France's Marie Patouillet reacts after winning silver in the women's cycling track C4-5 500m time trial event at the Saint-Quentin-en-Yvelines National Velodrome during the Paris 2024 Paralympic Games. | Julien de Rosa / AFP via Getty Images

The opening medal event at the Paris 2024 Paralympics delivered a silver and a bronze for Team LGBTQ.

The excited home fans in the National Velodrome were hoping it might be gold for Marie Patouillet, the 36-year-old born in nearby Versailles who had a pair of third-place paracycling finishes in Tokyo.

Instead, it was Caroline Groot of the Netherlands who claimed victory, upgrading her own bronze in this event from three years ago. Groot had also set a new C5 world record time during the morning qualifying session.

Finishing third on this occasion was Canada’s Kate O’Brien, who had been the silver medalist in Tokyo.

O’Brien is due to compete again in the road individual time trial on Wednesday, while Patouillet has four more shots at a medal on her itinerary at these Games.

The podium trio were all beneficiaries of a shock DNF for Great Britain’s Kadeena Cox, the reigning Paralympic champion and C4 world record holder.

Cox went down at the first turn on her run after appearing to lose her balance, thus ending her title defense in heartbreaking fashion.

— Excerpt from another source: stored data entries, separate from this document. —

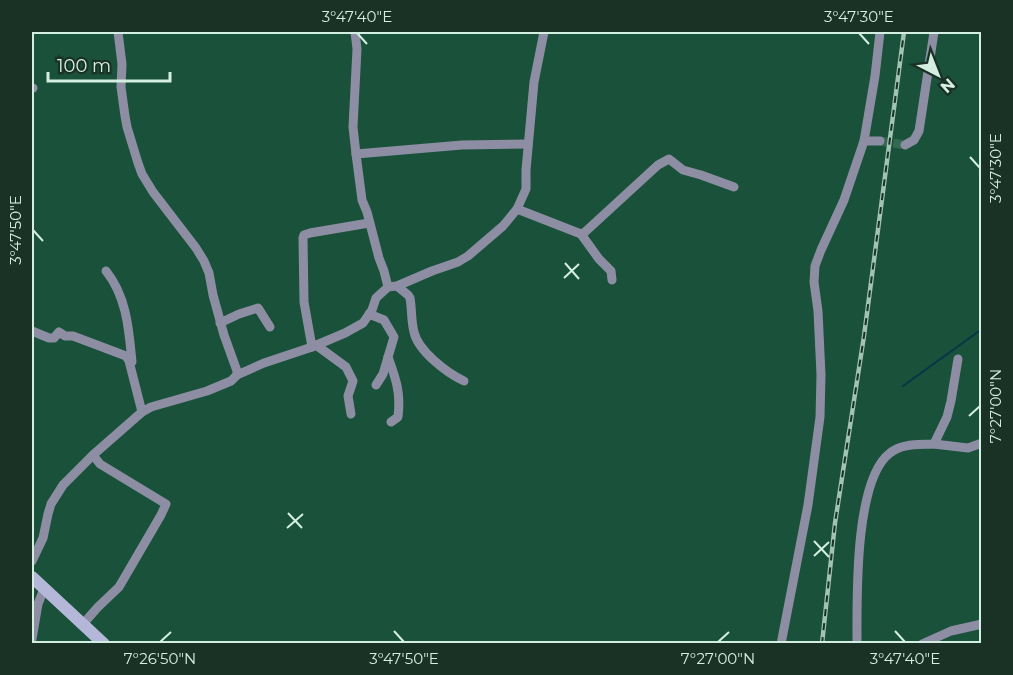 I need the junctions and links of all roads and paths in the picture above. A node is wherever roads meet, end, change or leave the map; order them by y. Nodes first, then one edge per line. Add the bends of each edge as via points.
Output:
1 (118, 32) edge
2 (355, 32) edge
3 (544, 32) edge
4 (880, 32) edge
5 (934, 32) edge
6 (864, 141) junction
7 (880, 141) tunnel mouth
8 (528, 144) junction
9 (905, 145) dead end
10 (356, 154) junction
11 (734, 187) dead end
12 (517, 209) junction
13 (369, 223) junction
14 (581, 234) junction
15 (106, 272) dead end
16 (612, 280) dead end
17 (392, 286) junction
18 (369, 314) junction
19 (220, 323) junction
20 (270, 327) dead end
21 (32, 331) edge
22 (314, 346) junction
23 (388, 357) junction
24 (958, 359) dead end
25 (237, 375) junction
26 (133, 379) junction
27 (464, 381) dead end
28 (376, 385) dead end
29 (142, 412) junction
30 (351, 414) dead end
31 (391, 422) dead end
32 (981, 443) edge
33 (934, 444) junction
34 (93, 455) junction
35 (32, 561) edge
36 (32, 577) edge
37 (44, 589) junction
38 (83, 624) junction
39 (981, 624) edge
40 (32, 639) edge
41 (104, 644) edge
42 (782, 644) edge
43 (856, 644) edge
44 (922, 644) edge

1 - 19 street via 125,116 138,163 153,192 204,261
2 - 10 street
3 - 8 street
4 - 6 street
5 - 9 street via 919,131 915,140
6 - 7 street
6 - 42 street via 815,266 820,417
8 - 10 street
8 - 12 street via 526,189
10 - 13 street
11 - 14 street via 678,168 666,159
12 - 14 street
12 - 17 street via 468,256
13 - 17 street via 378,258
13 - 22 street via 304,235 304,302
14 - 16 street via 611,271
15 - 26 street via 115,282 128,324
17 - 18 street via 376,298
17 - 27 street via 410,298 414,335 421,345 439,366
18 - 22 street via 345,333
18 - 23 street via 384,320 394,337
19 - 20 street via 258,308
19 - 25 street
21 - 26 street via 49,338 60,332 126,356
22 - 25 street
22 - 30 street via 346,367 352,381 348,396
23 - 28 street
23 - 31 street via 400,402 398,417
24 - 33 street via 948,417
25 - 29 street via 207,391
26 - 29 street
29 - 34 street
32 - 33 street via 968,448
33 - 43 street via 897,448 874,474 861,532
34 - 35 street via 56,495
34 - 38 street via 100,464 166,504 119,587
36 - 37 street
37 - 38 street
37 - 40 street
38 - 41 street
39 - 44 street via 951,631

For both Patouillet and France, it will be a relief to have got on the medal table so early in the Games, with the expectation of more to come.

Visibility is hugely important to her as well. She considers herself a women’s rights and LGBTQ activist, competing at the 2022 UCI World Championships — which was held at the same Paris venue as these Paralympics events — with her hair dyed in rainbow colors.

She is also an ambassador for Pride House France and won the Sportswoman of the Year Award from French LGBTQ magazine Tetu last September.

In an interview with Reuters that same month, Patouillet explained how she was taking inspiration from British Olympians and Paralympians who are gay and who had used their platform to speak up for equality.

“Athletes who left an impression on me through their activist commitments to fight against discrimination, they are rather Anglo-Saxon,” she said.

“In France, it’s still complicated to find athletes who really take a stand on these subjects.”

Patouillet worked as a doctor in the French Army for 10 years but is now a GP, based in the department of Yvelines. She is married to her wife, the actor Soraya Garlenq.

The Reuters profile from a year ago noted that in their apartment hangs a poster which reads: “Dykes are family. I’ve got all my sisters with me.”